**Assignment:**
Copy out, from the data below, each line in which the word "FRIDA" occurs.

**Data shown:**

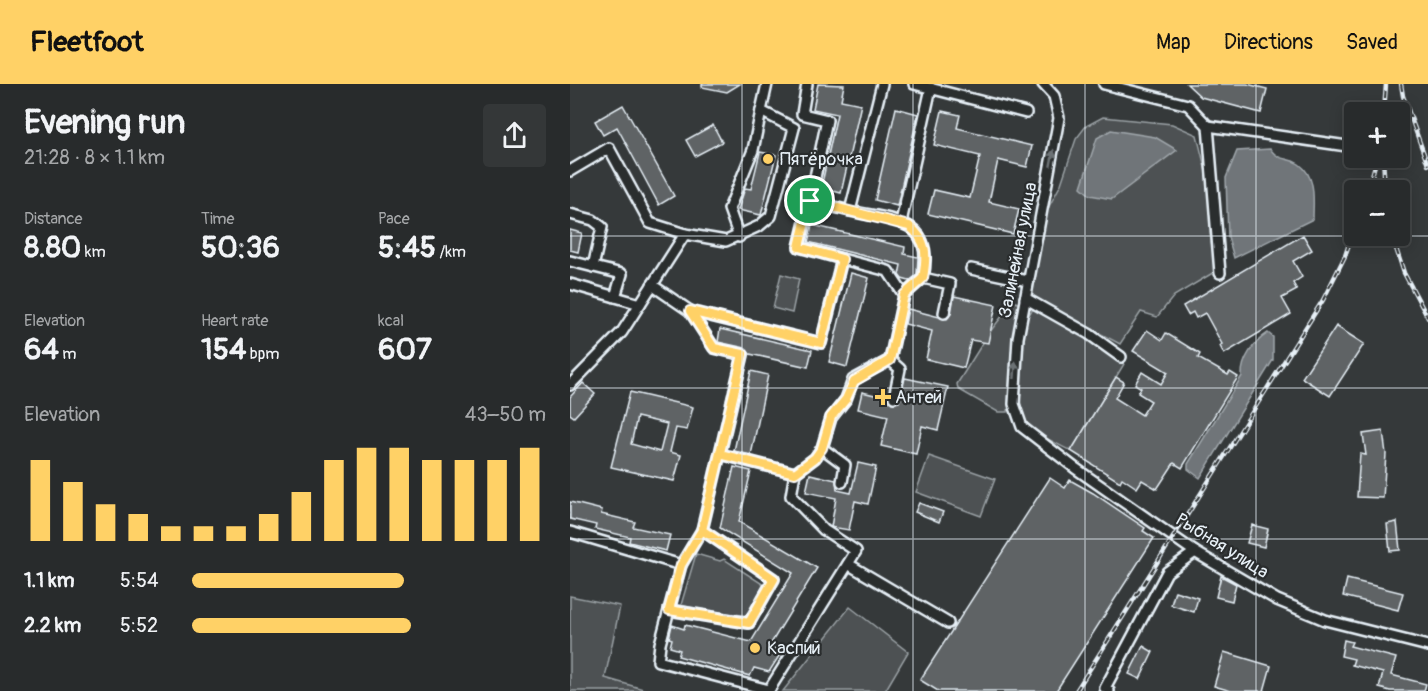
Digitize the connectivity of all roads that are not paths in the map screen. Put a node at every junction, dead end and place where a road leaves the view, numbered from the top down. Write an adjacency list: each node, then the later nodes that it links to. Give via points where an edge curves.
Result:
1 (766, 84): 8 (street)
2 (807, 84): 13 (street, via 802,114 827,120)
3 (882, 84): 14 (street)
4 (915, 84): 7 (street)
5 (1043, 84): 25 (street, Залинейная улица, one-way to 5, via 1058,128 1057,102)
6 (1104, 84): 10 (street, via 1188,105)
7 (931, 88): 9 (street); 16 (street)
8 (761, 111): 18 (street, via 753,150 729,209); 18 (street, via 794,128 771,216)
9 (1026, 112)
10 (1208, 126): 11 (street); 23 (street)
11 (1344, 146)
12 (570, 171): 17 (street, via 609,148 650,223)
13 (810, 201): 14 (street); 19 (street, via 799,247)
14 (850, 211): 16 (street)
15 (570, 214): 21 (street, via 593,220 602,227)
16 (902, 222): 24 (street, via 920,234 926,248)
17 (686, 234): 18 (street, via 726,241); 27 (street)
18 (739, 237)
19 (842, 259): 28 (street, via 888,271); 32 (street, via 821,343)
20 (570, 261): 21 (street)
21 (593, 267): 29 (street, via 622,274)
22 (972, 269): 25 (street)
23 (1220, 273)
24 (923, 278): 28 (street); 33 (street, via 950,284)
25 (1028, 281): 30 (street, Залинейная улица)
26 (570, 284): 29 (street)
27 (652, 285): 31 (street); 32 (street)
28 (904, 295): 35 (street)
29 (615, 297): 31 (street)
30 (1025, 298): 34 (street); 38 (street, Залинейная улица, one-way to 30, via 1014,397)
31 (640, 304): 36 (street, via 610,347)
32 (690, 311): 40 (street, via 714,348 743,354)
33 (944, 313)
34 (1121, 357)
35 (890, 360): 37 (street, via 900,369); 39 (street, via 854,381 831,417)
36 (570, 385)
37 (894, 397)
38 (1022, 427): 45 (street, Рыбная улица)
39 (822, 448): 41 (street); 42 (street, via 845,465)
40 (720, 454): 41 (street); 43 (street)
41 (795, 473): 46 (street, via 790,496 824,530 856,551)
42 (842, 482)
43 (702, 530): 47 (street); 48 (street, via 774,579 749,623)
44 (570, 532): 47 (street)
45 (1195, 552): 50 (street, Рыбная улица, via 1300,610); 51 (street, via 1167,572 1105,688)
46 (848, 564): 48 (street, via 769,690 658,661); 49 (street)
47 (681, 565): 48 (street)
48 (669, 610)
49 (948, 623)
50 (1428, 646)
51 (1109, 691)

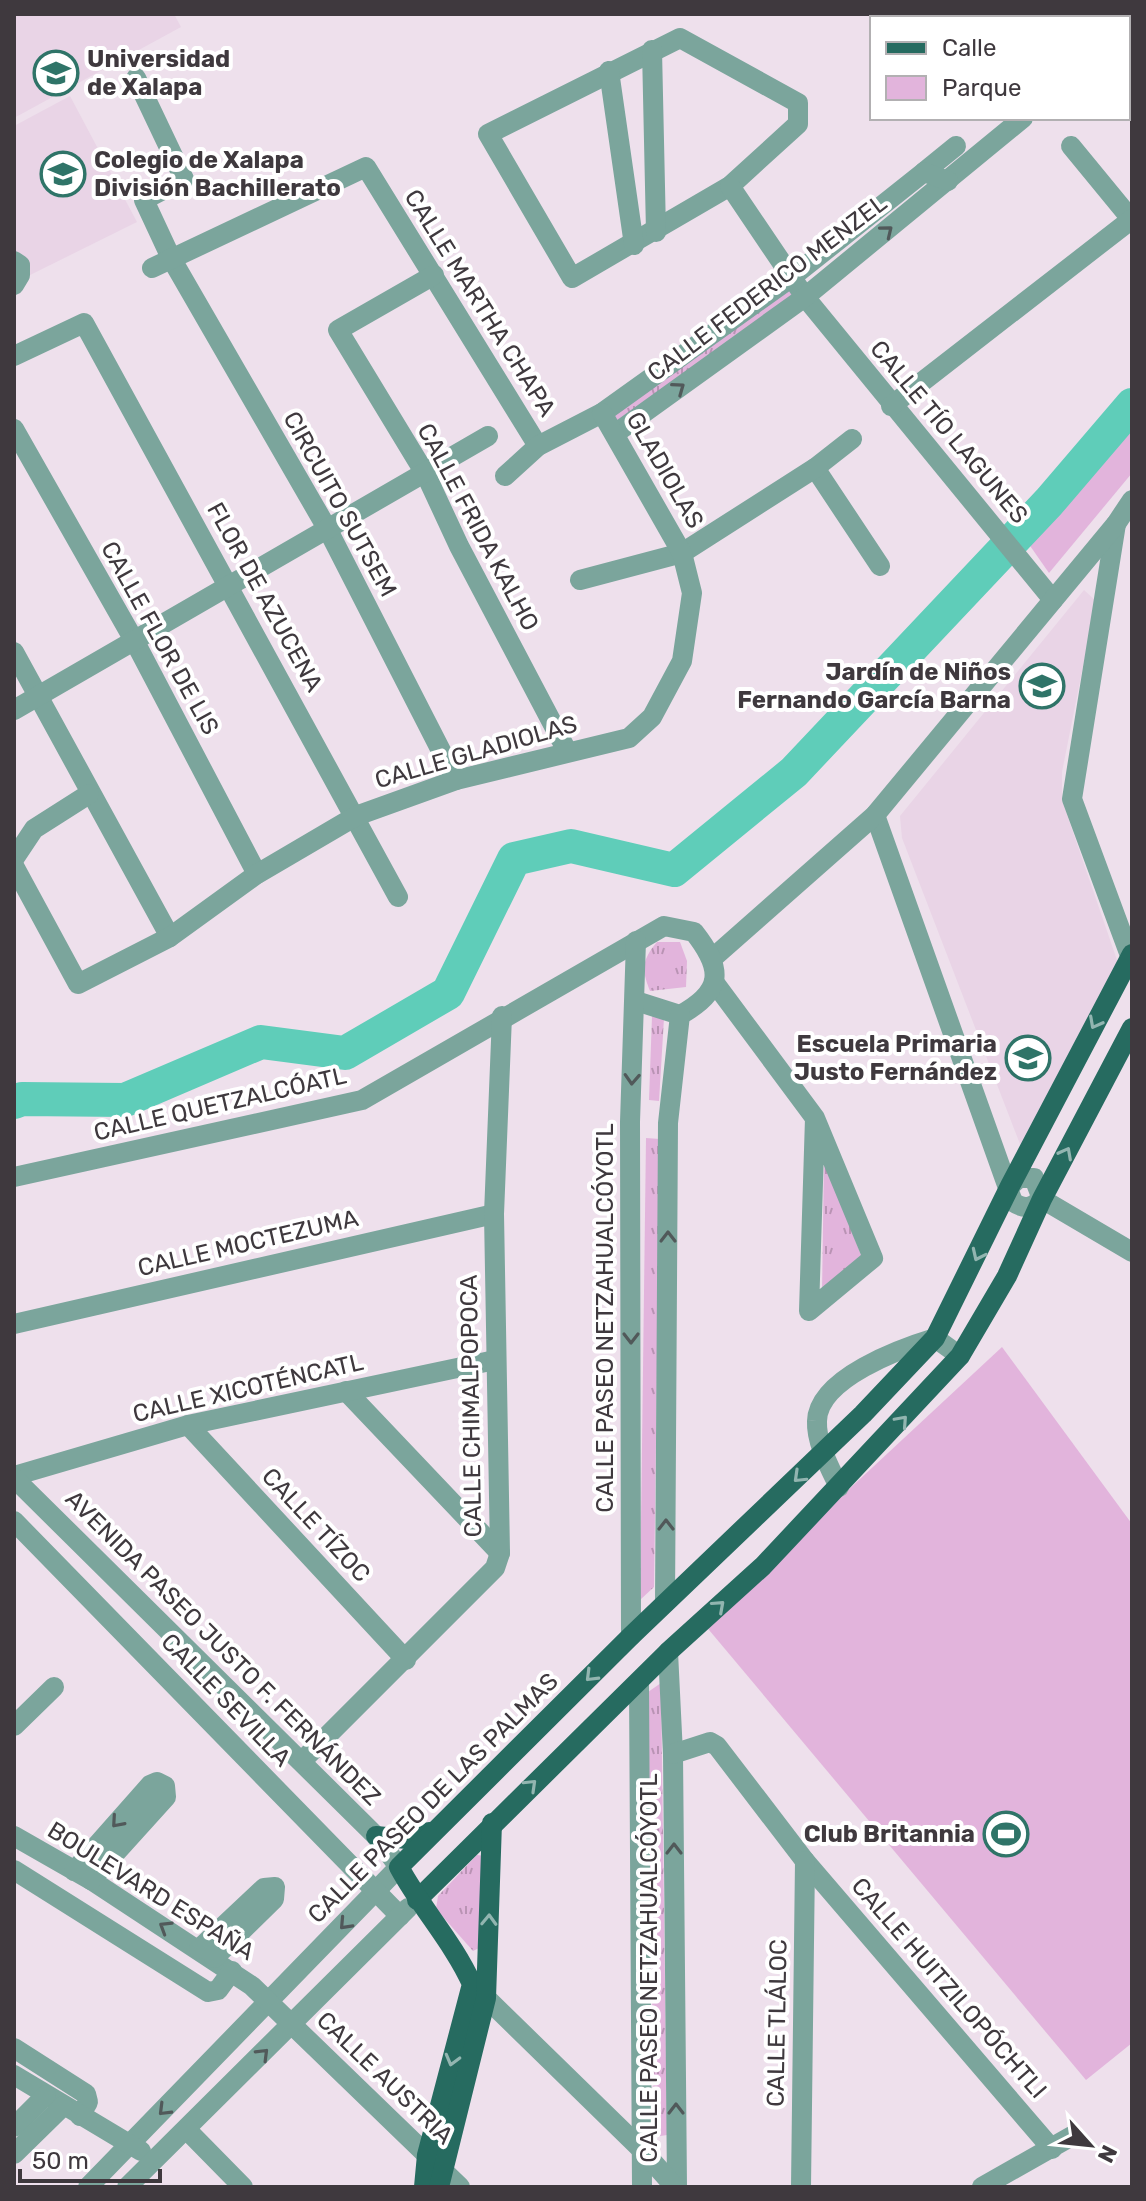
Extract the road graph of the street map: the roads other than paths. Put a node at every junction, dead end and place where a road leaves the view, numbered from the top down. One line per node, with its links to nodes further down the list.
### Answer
1 (652, 50): 2 (street); 9 (street); 11 (street)
2 (609, 71): 12 (street); 12 (street)
3 (136, 78): 13 (street, CIRCUITO SUTSEM)
4 (1021, 120): 8 (street, CALLE FEDERICO MENZEL)
5 (956, 146): 7 (street, CALLE FEDERICO MENZEL)
6 (1071, 146): 10 (street)
7 (924, 172): 8 (street); 17 (street, CALLE FEDERICO MENZEL)
8 (948, 181): 19 (street, CALLE FEDERICO MENZEL, one-way to 8)
9 (730, 186): 11 (street); 17 (street, CALLE TÍO LAGUNES)
10 (1132, 219): 21 (street)
11 (656, 232): 12 (street)
12 (634, 245)
13 (171, 258): 15 (street); 16 (street, CALLE MARTHA CHAPA); 33 (street, CIRCUITO SUTSEM)
14 (14, 261): 18 (street)
15 (152, 268)
16 (434, 275): 27 (street, CALLE MARTHA CHAPA); 29 (street, CALLE FRIDA KALHO)
17 (792, 277): 19 (street, CALLE TÍO LAGUNES); 22 (street, CALLE FEDERICO MENZEL)
18 (14, 285)
19 (805, 297): 21 (street, CALLE TÍO LAGUNES); 24 (street, CALLE FEDERICO MENZEL, one-way to 19)
20 (14, 356): 37 (street, FLOR DE AZUCENA)
21 (891, 406): 38 (street, CALLE TÍO LAGUNES)
22 (602, 413): 24 (street, GLADIOLAS); 27 (street, CALLE MARTHA CHAPA)
23 (14, 429): 39 (street, CALLE FLOR DE LIS)
24 (616, 433): 34 (street, GLADIOLAS)
25 (488, 436): 29 (street)
26 (852, 439): 28 (street)
27 (538, 446): 30 (street)
28 (815, 468): 34 (street); 35 (street)
29 (426, 475): 33 (street); 43 (street, CALLE FRIDA KALHO)
30 (505, 476)
31 (1132, 500): 32 (street)
32 (1116, 524): 38 (street); 55 (street)
33 (328, 530): 37 (street); 44 (street, CIRCUITO SUTSEM)
34 (682, 553): 36 (street); 43 (street, CALLE GLADIOLAS)
35 (880, 566)
36 (580, 580)
37 (228, 584): 39 (street); 47 (street, FLOR DE AZUCENA)
38 (1053, 600): 46 (street)
39 (135, 642): 41 (street); 50 (street, CALLE FLOR DE LIS)
40 (14, 652): 41 (street)
41 (40, 696): 42 (street); 45 (street)
42 (14, 710)
43 (567, 751): 44 (street, CALLE GLADIOLAS)
44 (456, 780): 47 (street, CALLE GLADIOLAS)
45 (89, 794): 48 (street); 52 (street)
46 (875, 815): 54 (street); 65 (street)
47 (356, 816): 50 (street, CALLE GLADIOLAS); 51 (street, FLOR DE AZUCENA)
48 (14, 859)
49 (14, 866): 52 (street)
50 (257, 874): 52 (street, CALLE GLADIOLAS)
51 (398, 897)
52 (170, 937)
53 (636, 941): 54 (street); 57 (street); 59 (street, CALLE QUETZALCÓATL)
54 (714, 957): 56 (street)
55 (1131, 958): 65 (main road, CALLE PASEO DE LAS PALMAS, one-way to 65)
56 (714, 982): 58 (street); 61 (street)
57 (636, 1001): 58 (street); 62 (street, CALLE PASEO NETZAHUALCÓYOTL, one-way to 62)
58 (680, 1015): 63 (street)
59 (502, 1016): 64 (street, CALLE QUETZALCÓATL); 67 (street, CALLE CHIMALPOPOCA)
60 (1132, 1028): 66 (main road, one-way to 60)
61 (815, 1118): 61 (street)
62 (630, 1122): 63 (street); 81 (street, CALLE PASEO NETZAHUALCÓYOTL, one-way to 81)
63 (668, 1123): 80 (street, one-way to 63)
64 (14, 1177)
65 (1010, 1186): 66 (street); 70 (main road, CALLE PASEO DE LAS PALMAS, one-way to 70)
66 (1042, 1199): 68 (street); 71 (main road)
67 (494, 1214): 69 (street, CALLE MOCTEZUMA); 72 (street, CALLE CHIMALPOPOCA)
68 (1131, 1251)
69 (14, 1324)
70 (935, 1338): 71 (street); 75 (main road, CALLE PASEO DE LAS PALMAS); 75 (street)
71 (960, 1356): 77 (main road, one-way to 71)
72 (495, 1360): 73 (street, CALLE XICOTÉNCATL); 79 (street, CALLE CHIMALPOPOCA)
73 (346, 1391): 74 (street, CALLE XICOTÉNCATL); 79 (street)
74 (188, 1425): 76 (street, CALLE XICOTÉNCATL); 83 (street, CALLE TÍZOC)
75 (824, 1453): 77 (street); 80 (main road, CALLE PASEO DE LAS PALMAS, one-way to 80)
76 (14, 1477): 88 (street, AVENIDA PASEO JUSTO F. FERNÁNDEZ)
77 (839, 1487): 82 (main road, one-way to 77)
78 (14, 1521): 97 (street, CALLE SEVILLA)
79 (500, 1553): 83 (street, CALLE CHIMALPOPOCA)
80 (665, 1603): 81 (main road, CALLE PASEO DE LAS PALMAS)
81 (631, 1636): 90 (main road, CALLE PASEO DE LAS PALMAS, one-way to 90)
82 (668, 1652): 84 (main road); 87 (street, CALLE PASEO NETZAHUALCÓYOTL)
83 (406, 1660): 88 (street, CALLE CHIMALPOPOCA)
84 (639, 1684): 89 (main road, one-way to 84); 112 (street, CALLE PASEO NETZAHUALCÓYOTL)
85 (54, 1687): 86 (street)
86 (14, 1726)
87 (673, 1754): 93 (street, CALLE HUITZILOPÓCHTLI); 122 (street, CALLE PASEO NETZAHUALCÓYOTL, one-way to 87)
88 (302, 1761): 92 (street, AVENIDA PASEO JUSTO F. FERNÁNDEZ)
89 (492, 1823): 98 (main road); 101 (main road, one-way to 89)
90 (437, 1829): 92 (main road); 94 (main road, CALLE PASEO DE LAS PALMAS)
91 (14, 1836): 96 (street, BOULEVARD ESPAÑA)
92 (376, 1836): 94 (street, AVENIDA PASEO JUSTO F. FERNÁNDEZ)
93 (805, 1861): 111 (street, CALLE HUITZILOPÓCHTLI); 123 (street, CALLE TLÁLOC)
94 (399, 1867): 97 (street, CALLE PASEO DE LAS PALMAS); 98 (main road, AVENIDA PASEO JUSTO F. FERNÁNDEZ)
95 (14, 1870): 100 (street)
96 (83, 1876): 96 (street, one-way to 96); 100 (street, BOULEVARD ESPAÑA, one-way to 96)
97 (376, 1890): 99 (street, CALLE SEVILLA); 102 (street, CALLE PASEO DE LAS PALMAS, one-way to 102)
98 (417, 1900): 99 (street); 101 (main road, AVENIDA PASEO JUSTO F. FERNÁNDEZ)
99 (400, 1916): 103 (street)
100 (232, 1971): 102 (street, BOULEVARD ESPAÑA)
101 (479, 1991): 112 (street); 115 (main road)
102 (270, 2002): 103 (street, BOULEVARD ESPAÑA); 110 (street, CALLE PASEO DE LAS PALMAS, one-way to 110)
103 (293, 2025): 108 (street, one-way to 103); 115 (street, CALLE AUSTRIA)
104 (14, 2048): 106 (street)
105 (14, 2075): 106 (street)
106 (63, 2106): 107 (street); 110 (street); 113 (street)
107 (14, 2127)
108 (187, 2130): 114 (street); 118 (street)
109 (1072, 2136): 111 (street)
110 (130, 2146): 114 (street); 116 (street, CALLE PASEO DE LAS PALMAS)
111 (1052, 2149): 124 (street)
112 (642, 2150): 121 (street, CALLE PASEO NETZAHUALCÓYOTL); 122 (street)
113 (14, 2154)
114 (157, 2157): 117 (street)
115 (435, 2170): 119 (main road); 120 (street, CALLE AUSTRIA)
116 (88, 2187)
117 (127, 2187)
118 (243, 2187)
119 (424, 2187)
120 (460, 2187)
121 (642, 2187)
122 (676, 2187)
123 (801, 2187)
124 (982, 2187)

**Your solution:**
16 (434, 275): 27 (street, CALLE MARTHA CHAPA); 29 (street, CALLE FRIDA KALHO)
29 (426, 475): 33 (street); 43 (street, CALLE FRIDA KALHO)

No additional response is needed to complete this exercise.